Orçun: Türkçe söylememiz herhalde en büyük etkeni oluşturuyor. Şimdi yeni yeni shoegaze’den etkilenen gruplar ortaya çıkıyor, post-rock yapan gruplar var. Ama biz başladığımızda bir ayağımız hep buraya basıyordu ve buranın melodilerini, kültürünü mutlaka kullanıyorduk ve Türkçe sözler yazıyorduk. Bizi seven adamın shoegaze’i, post-rock’ı, post-punk’ı bilmesine gerek yoktu o dönemde. Zaten belki de çoğu bilmiyordu yani o zamanlar. Dolayısıyla biz daha fazla tanınır hale geldik. Şimdi yeni grupların öyle bir dezavantajı var. Çok fazla “Batılı bir grup” gibi olup Batı’da o gruplardan çok olması ve Türkiye’de de kültür farkı oluşmasından ötürü açılamamak gibi büyük bir sorunları var. Biz o formülü bilinçli oluşturmadık ama yaptığımız müziğin iskeletinde de öyle bir denge kurduk. O yüzden sokaktan geçen insan bizi bilebiliyor yani.

Berhan: Yerel müzik unsurlarından söz etmişken; Replikas Anadolu ve Türk müziğindeki lokalliği çoğu kişiye göre kendi müziğine en iyi adapte edebilmiş grup olarak görülüyor. Ne oryantalist bir küçümseme ne abartma ne de içinde kaybolma var. Hem modern hem de geleneksel bir şekilde tınlıyor müziğiniz bu dengeyi nasıl tutturdunuz?
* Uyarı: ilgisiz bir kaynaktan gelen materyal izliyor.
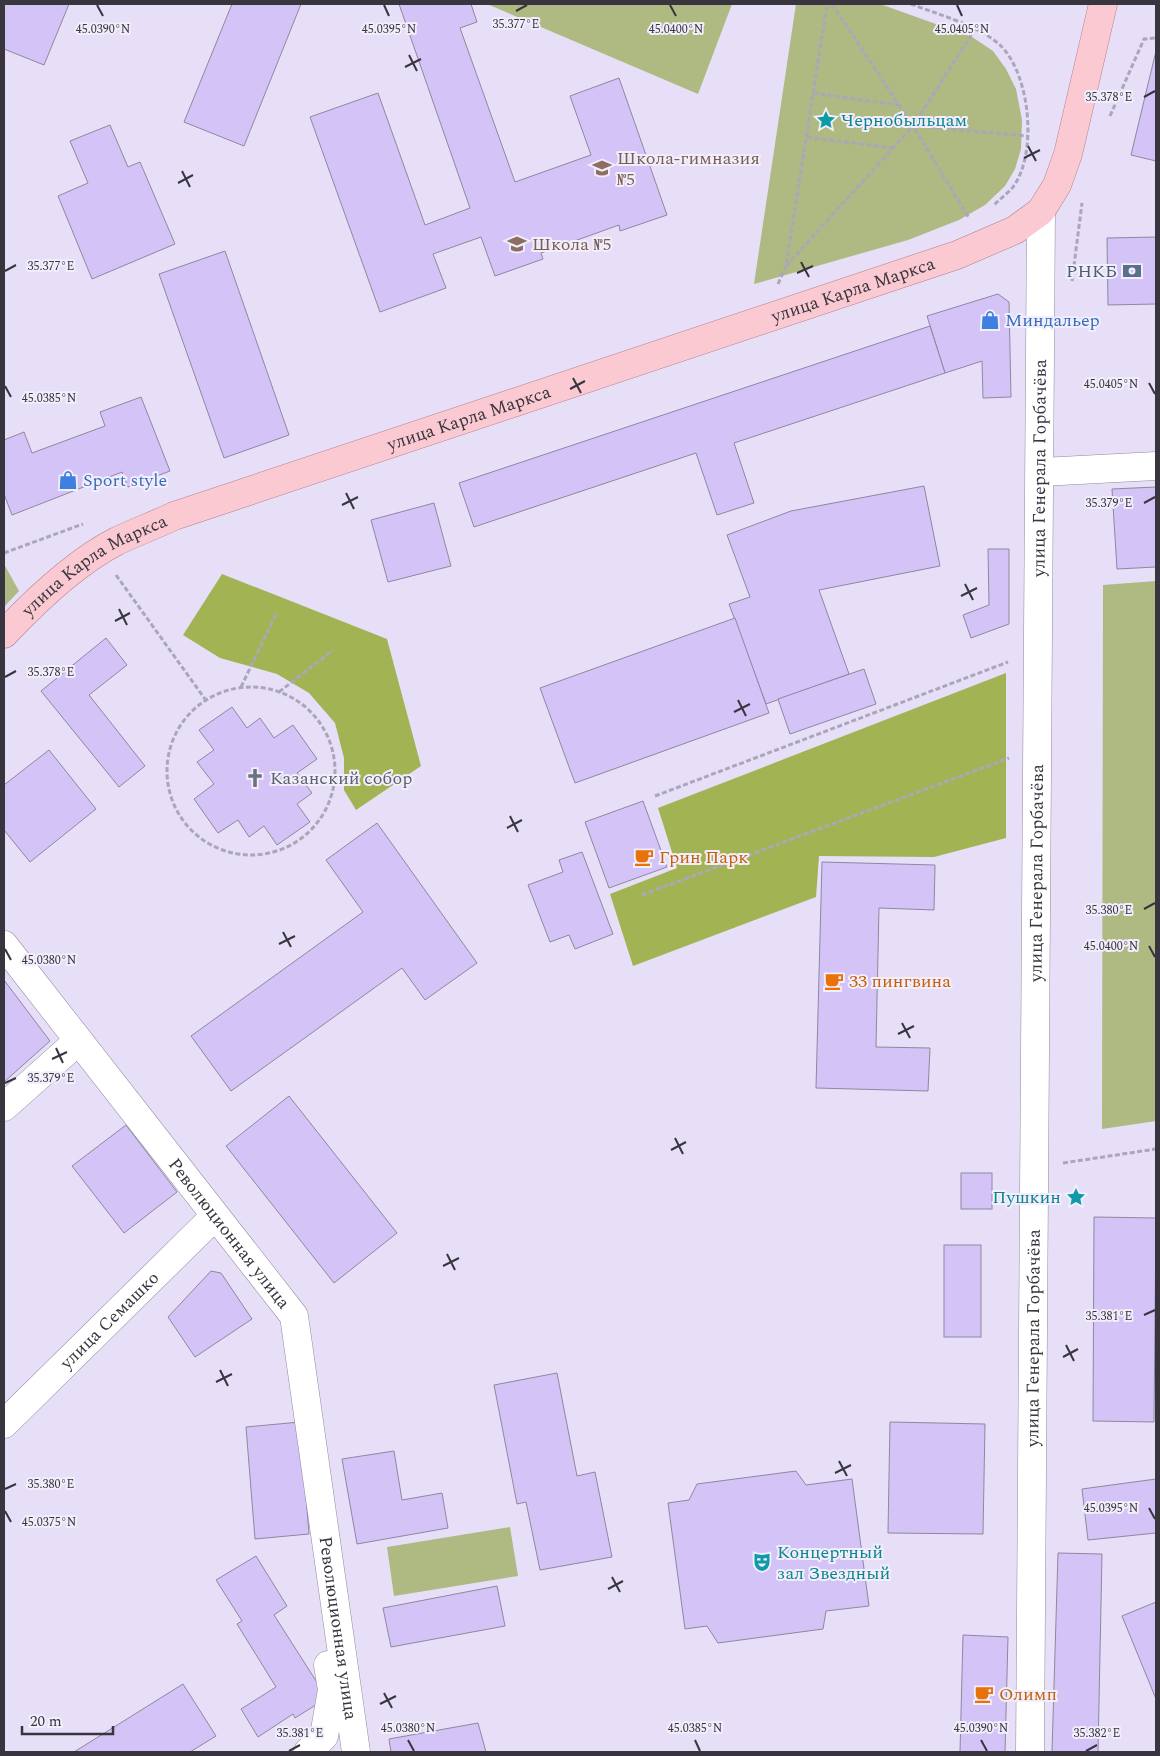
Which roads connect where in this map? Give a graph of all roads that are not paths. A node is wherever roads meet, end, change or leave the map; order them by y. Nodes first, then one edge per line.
1 (1103, 4) edge
2 (1041, 211) junction
3 (1156, 466) edge
4 (1040, 472) junction
5 (4, 634) edge
6 (4, 945) edge
7 (78, 1040) junction
8 (4, 1107) edge
9 (215, 1216) junction
10 (4, 1424) edge
11 (335, 1598) junction
12 (308, 1752) edge
13 (356, 1752) edge
14 (1030, 1752) edge

1 - 2 main road
2 - 4 street, улица Генерала Горбачёва
2 - 5 main road, улица Карла Маркса
3 - 4 street
4 - 14 street, улица Генерала Горбачёва
6 - 7 street, Революционная улица
7 - 8 street
7 - 9 street, Революционная улица
9 - 10 street, улица Семашко
9 - 11 street, Революционная улица
11 - 12 street
11 - 13 street, Революционная улица

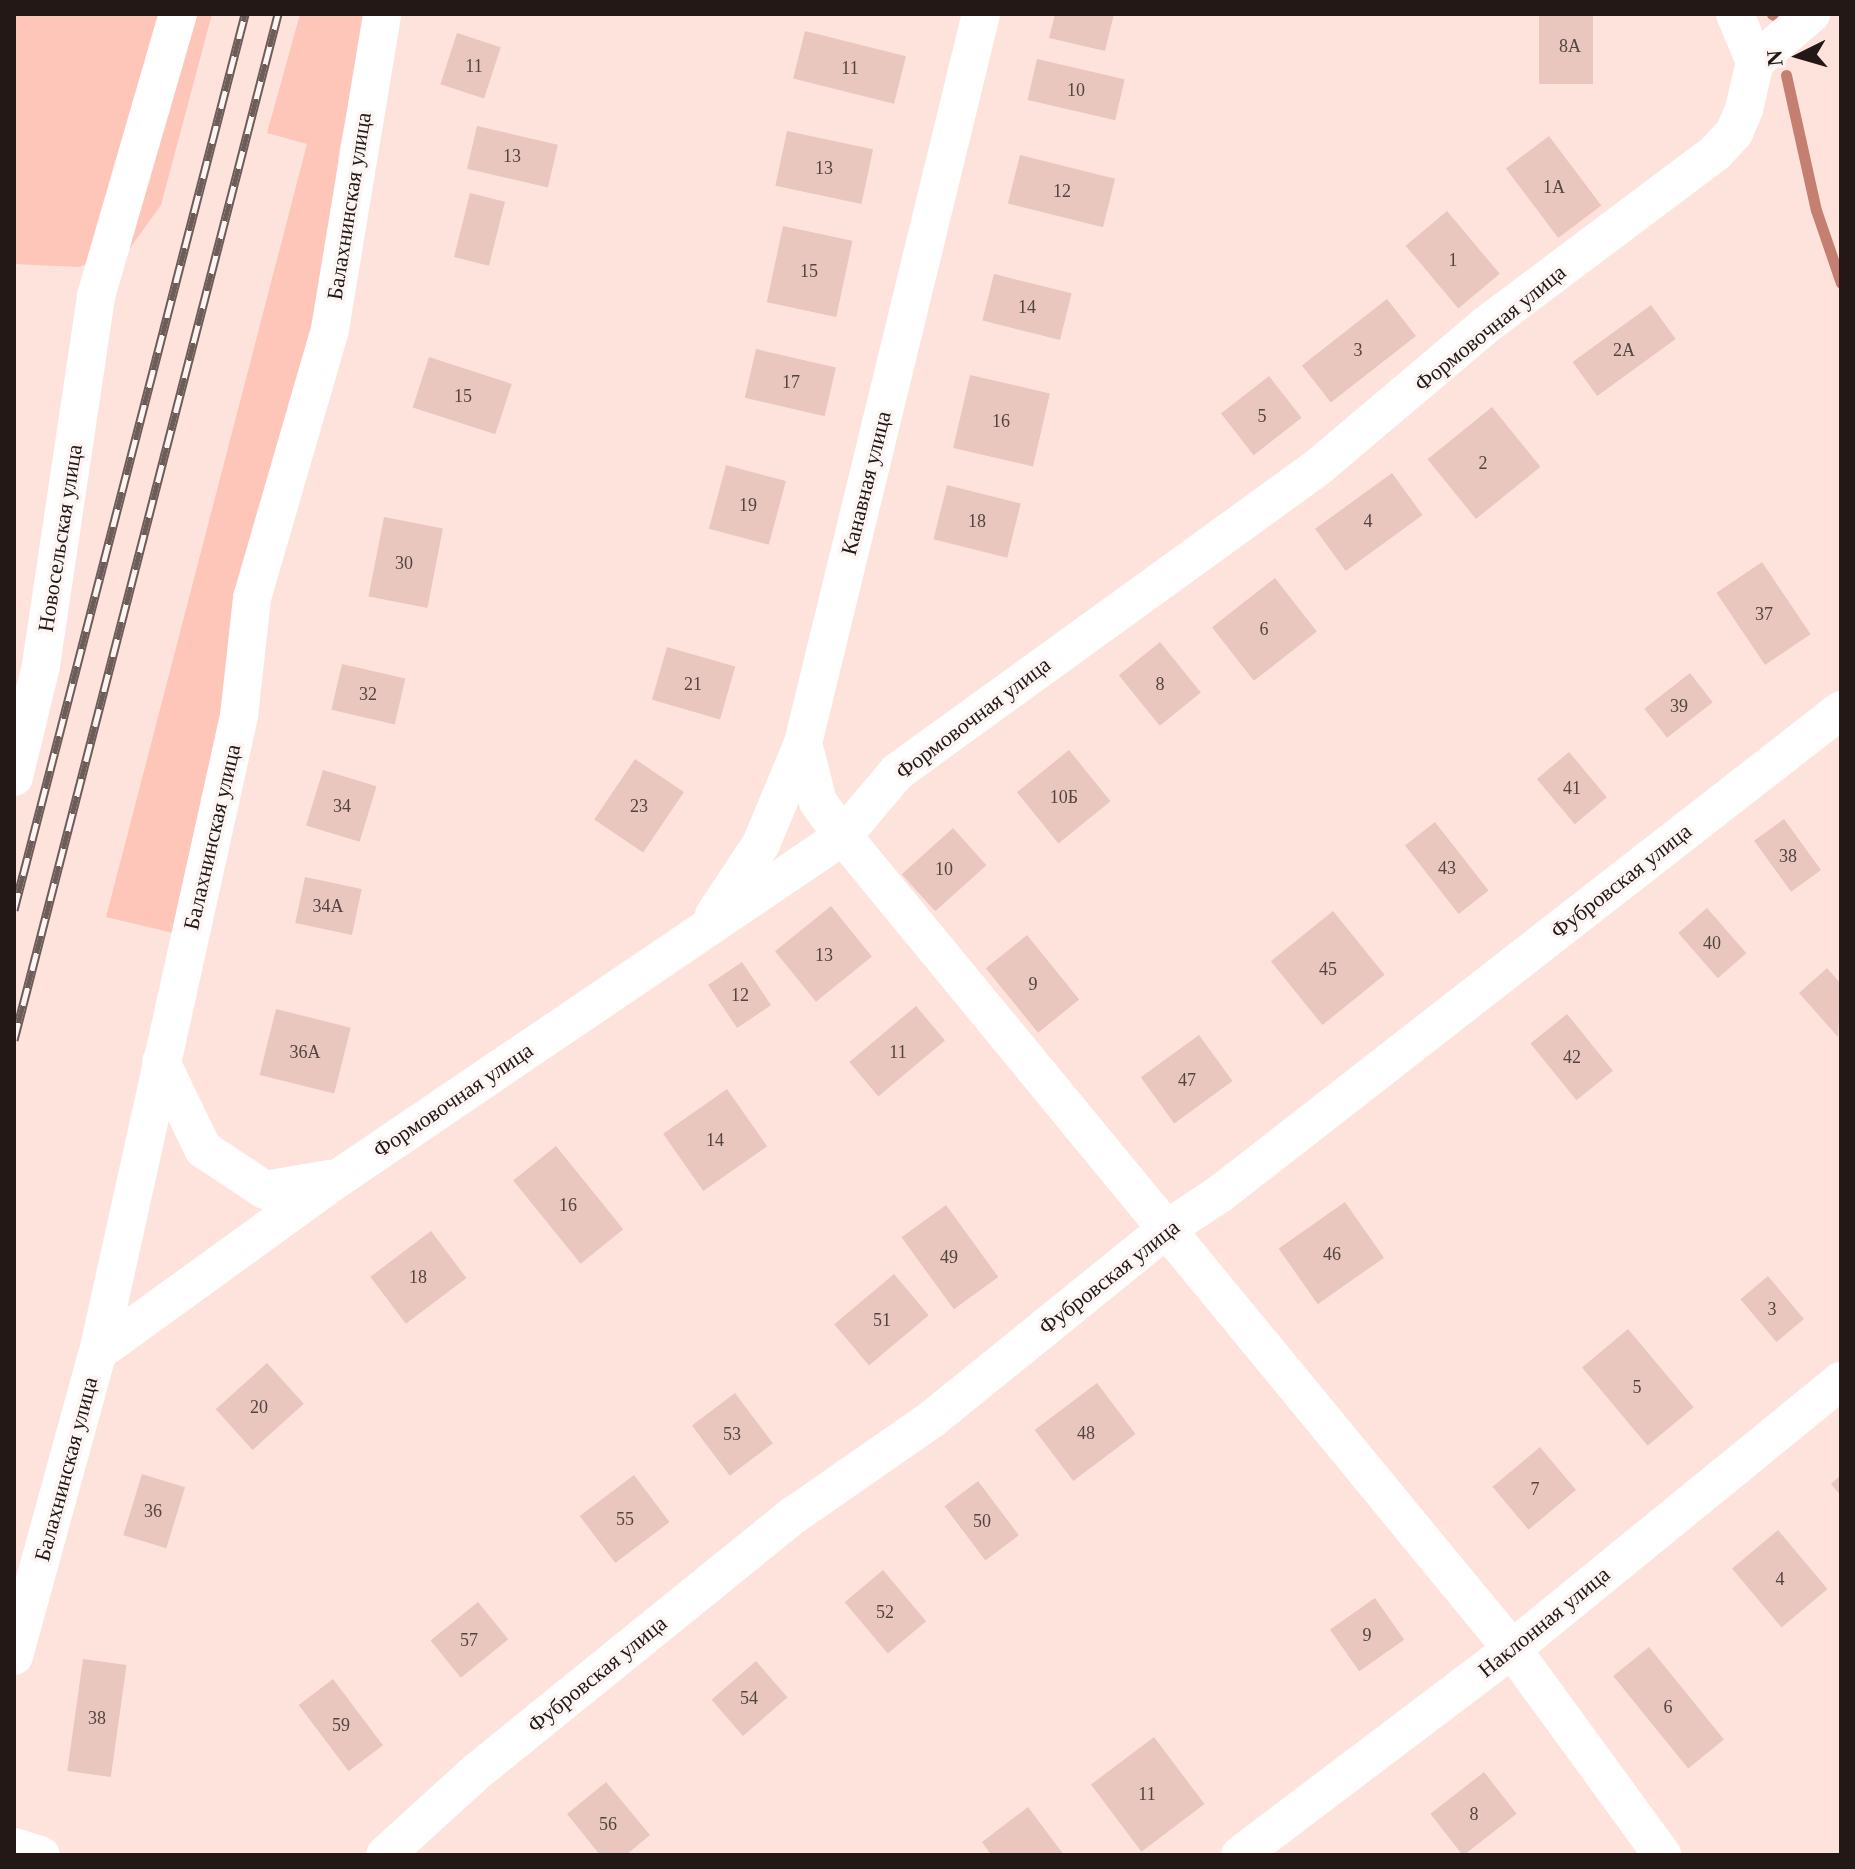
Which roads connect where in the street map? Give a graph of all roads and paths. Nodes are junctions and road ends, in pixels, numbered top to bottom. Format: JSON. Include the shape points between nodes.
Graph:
{"nodes":[{"id":1,"x":178,"y":14,"type":"edge"},
{"id":2,"x":382,"y":14,"type":"edge"},
{"id":3,"x":981,"y":14,"type":"edge"},
{"id":4,"x":1735,"y":14,"type":"edge"},
{"id":5,"x":1811,"y":14,"type":"edge"},
{"id":6,"x":1755,"y":62,"type":"junction"},
{"id":7,"x":1841,"y":710,"type":"edge"},
{"id":8,"x":803,"y":743,"type":"junction"},
{"id":9,"x":14,"y":777,"type":"edge"},
{"id":10,"x":843,"y":836,"type":"junction"},
{"id":11,"x":702,"y":932,"type":"junction"},
{"id":12,"x":161,"y":1062,"type":"junction"},
{"id":13,"x":340,"y":1177,"type":"junction"},
{"id":14,"x":1168,"y":1228,"type":"junction"},
{"id":15,"x":98,"y":1352,"type":"junction"},
{"id":16,"x":1841,"y":1381,"type":"edge"},
{"id":17,"x":1512,"y":1649,"type":"junction"},
{"id":18,"x":14,"y":1656,"type":"edge"},
{"id":19,"x":14,"y":1847,"type":"edge"},
{"id":20,"x":41,"y":1855,"type":"edge"},
{"id":21,"x":385,"y":1855,"type":"edge"},
{"id":22,"x":1240,"y":1855,"type":"edge"},
{"id":23,"x":1662,"y":1855,"type":"edge"}],
"edges":[{"from":1,"to":9,"type":"street","name":"Новосельская улица","via":[[96,296],[41,665]]},
{"from":2,"to":12,"type":"street","name":"Балахнинская улица","via":[[330,329],[252,598],[239,716]]},
{"from":3,"to":8,"type":"street","name":"Канавная улица"},
{"from":4,"to":6,"type":"street"},
{"from":5,"to":6,"type":"street"},
{"from":6,"to":10,"type":"street","name":"Формовочная улица","via":[[1734,133],[1716,152],[1486,325],[1317,468],[897,772]]},
{"from":7,"to":14,"type":"street","name":"Фубровская улица","via":[[1221,1193]]},
{"from":8,"to":10,"type":"street","via":[[818,802]]},
{"from":8,"to":11,"type":"street","name":"Канавная улица","via":[[761,844]]},
{"from":10,"to":11,"type":"street","name":"Формовочная улица"},
{"from":10,"to":14,"type":"street"},
{"from":11,"to":13,"type":"street","name":"Формовочная улица"},
{"from":12,"to":13,"type":"street","via":[[203,1149],[265,1190]]},
{"from":12,"to":15,"type":"street","name":"Балахнинская улица"},
{"from":13,"to":15,"type":"street","name":"Формовочная улица"},
{"from":14,"to":17,"type":"street"},
{"from":14,"to":21,"type":"street","name":"Фубровская улица","via":[[932,1419],[794,1515],[475,1773]]},
{"from":15,"to":18,"type":"street","name":"Балахнинская улица"},
{"from":16,"to":17,"type":"street","name":"Наклонная улица"},
{"from":17,"to":22,"type":"street","name":"Наклонная улица"},
{"from":17,"to":23,"type":"street"},
{"from":19,"to":20,"type":"street"}]}
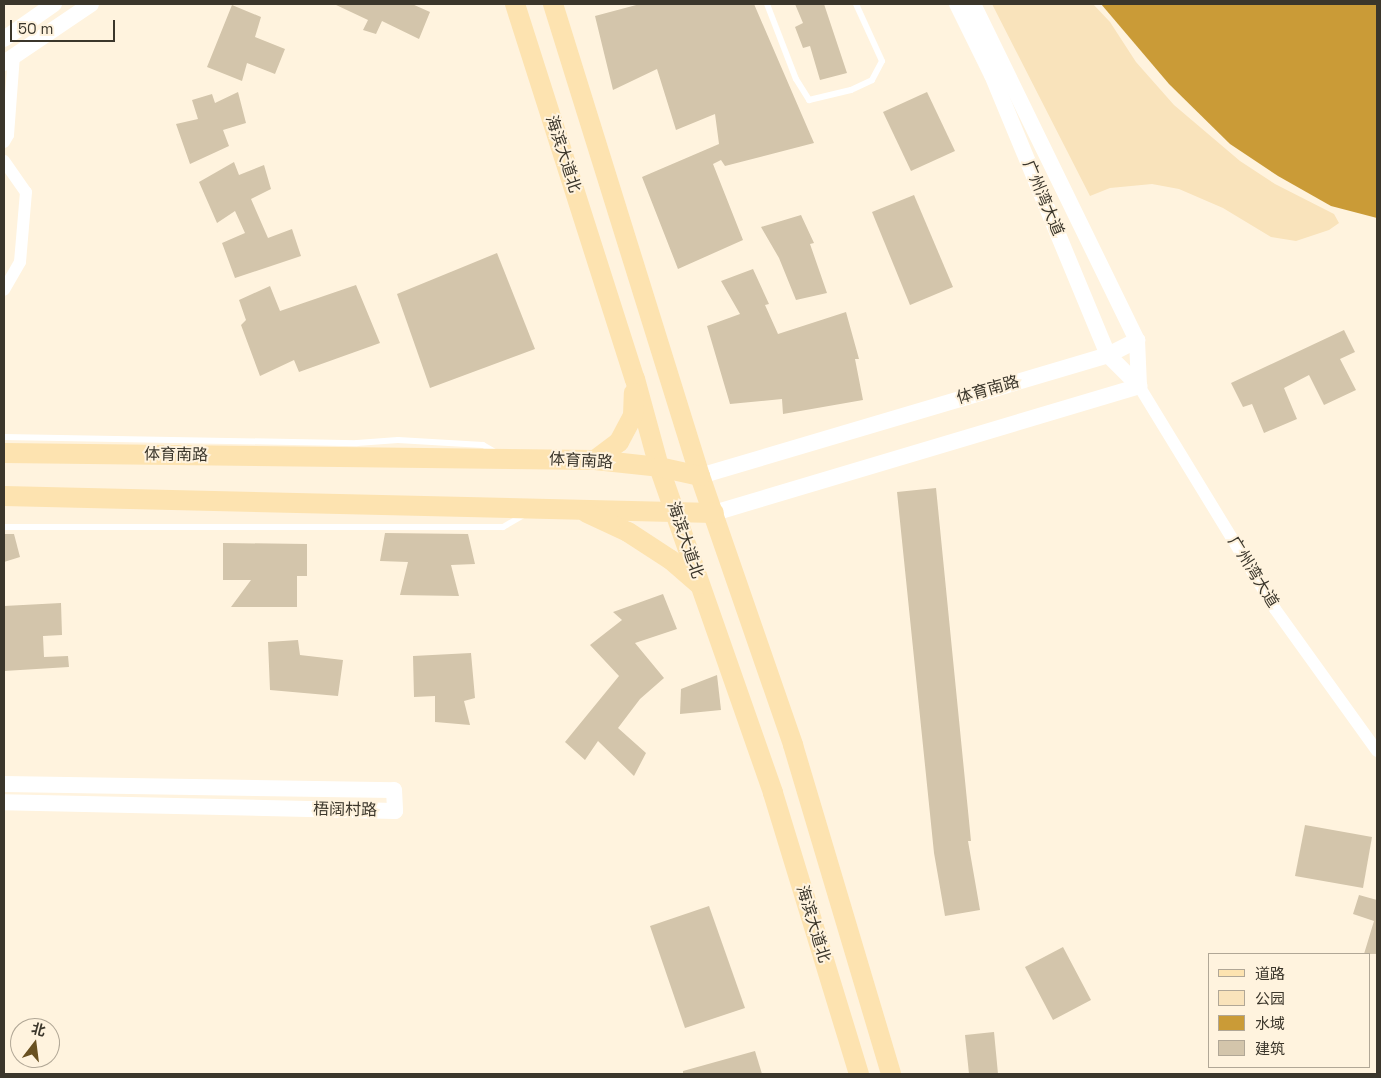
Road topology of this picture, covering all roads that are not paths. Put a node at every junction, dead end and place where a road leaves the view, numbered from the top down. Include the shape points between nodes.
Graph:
1 (54, 4) edge
2 (91, 4) edge
3 (515, 4) edge
4 (553, 4) edge
5 (767, 4) edge
6 (856, 4) edge
7 (957, 4) edge
8 (973, 4) edge
9 (4, 39) edge
10 (9, 60) edge
11 (4, 142) edge
12 (4, 162) edge
13 (4, 290) edge
14 (1137, 340) junction
15 (1108, 355) junction
16 (635, 379) junction
17 (1139, 386) junction
18 (4, 437) edge
19 (4, 453) edge
20 (507, 459) junction
21 (595, 460) junction
22 (659, 467) junction
23 (700, 476) junction
24 (4, 496) edge
25 (536, 509) junction
26 (581, 510) junction
27 (675, 512) junction
28 (714, 513) junction
29 (4, 527) edge
30 (701, 585) junction
31 (1377, 751) edge
32 (4, 784) edge
33 (4, 802) edge
34 (859, 1074) edge
35 (891, 1074) edge

1 - 9 street
2 - 10 street
3 - 16 main road, 海滨大道北
4 - 23 main road, 海滨大道北
5 - 6 lane via 796,80 809,100 851,90 872,80 882,61
7 - 15 street, 广州湾大道 via 992,75
8 - 14 street, 广州湾大道
10 - 11 street via 8,135
12 - 13 street via 26,192 20,262
14 - 15 street, 体育南路
14 - 17 street, 广州湾大道
15 - 17 street, 广州湾大道
15 - 23 street, 体育南路
16 - 21 main road via 633,416 619,442
16 - 22 main road, 海滨大道北
17 - 28 street
17 - 31 street, 广州湾大道 via 1275,609
18 - 20 lane via 358,443 398,440 483,445
19 - 20 main road, 体育南路
20 - 21 main road, 体育南路
21 - 22 main road, 体育南路
22 - 23 main road, 体育南路
22 - 27 main road, 海滨大道北
23 - 28 main road, 海滨大道北
24 - 25 main road
25 - 26 main road
25 - 29 lane via 503,527
26 - 27 main road
26 - 30 main road via 635,537 674,562
27 - 28 main road
27 - 30 main road, 海滨大道北
28 - 35 main road, 海滨大道北 via 793,745
30 - 34 main road, 海滨大道北 via 773,793
32 - 33 street, 梧阔村路 via 394,790 395,811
Gökçe: Herhalde çok doğal bir şekilde ortaya çıkmasından kaynaklanıyor. İlk başladığımızda zaten, özellikle 96-98 arası hatta Köledoyuran ‘a kadar diyebiliriz, işte post-punk, krautrock gibi müzikleri ciddi bir şekilde uzun zamandır dinliyor vaziyetteydik. Onlar bir şekilde soundumuzu oluşturan şeylerdi. Fakat o dönemde, birkaç sene boyunca sadece Türkçe müzikler, Anadolu rock’tan yola çıkarak halk müziği, dini müzikler, oradan da klasik Türk musikisine ciddi bir şekilde merak sarmıştık. Tamamen onun içine girmiş ve onun içinden bir şey yapar hale gelmiştik. Böyle “Aşık Veysel'i nasıl müziğimize sokarız” değil de; zaten ciddi bir şekilde onun içinde çok zaman geçirdikten sonra aynen öyle bir şey yapmak istedik. Ondan önce zaten soundumuz oluşmuştu. Böyle bir doğallıkla çıktı, biraz oradan alıp biraz buradan alıp birleştirmek gibi değil, “bizim türkümüz de böyle” şeklinde oldu düşüncemiz. Mesela zeybek parçası yapıyoruz ama biz çalınca daha önce etkilendiğimiz gruplardan oluşan soundumuz nedeniyle böyle bir türkü oluyor. Yaptığımız aslında bir zeybek yani. Sentez gibi bir çaba değil de doğal.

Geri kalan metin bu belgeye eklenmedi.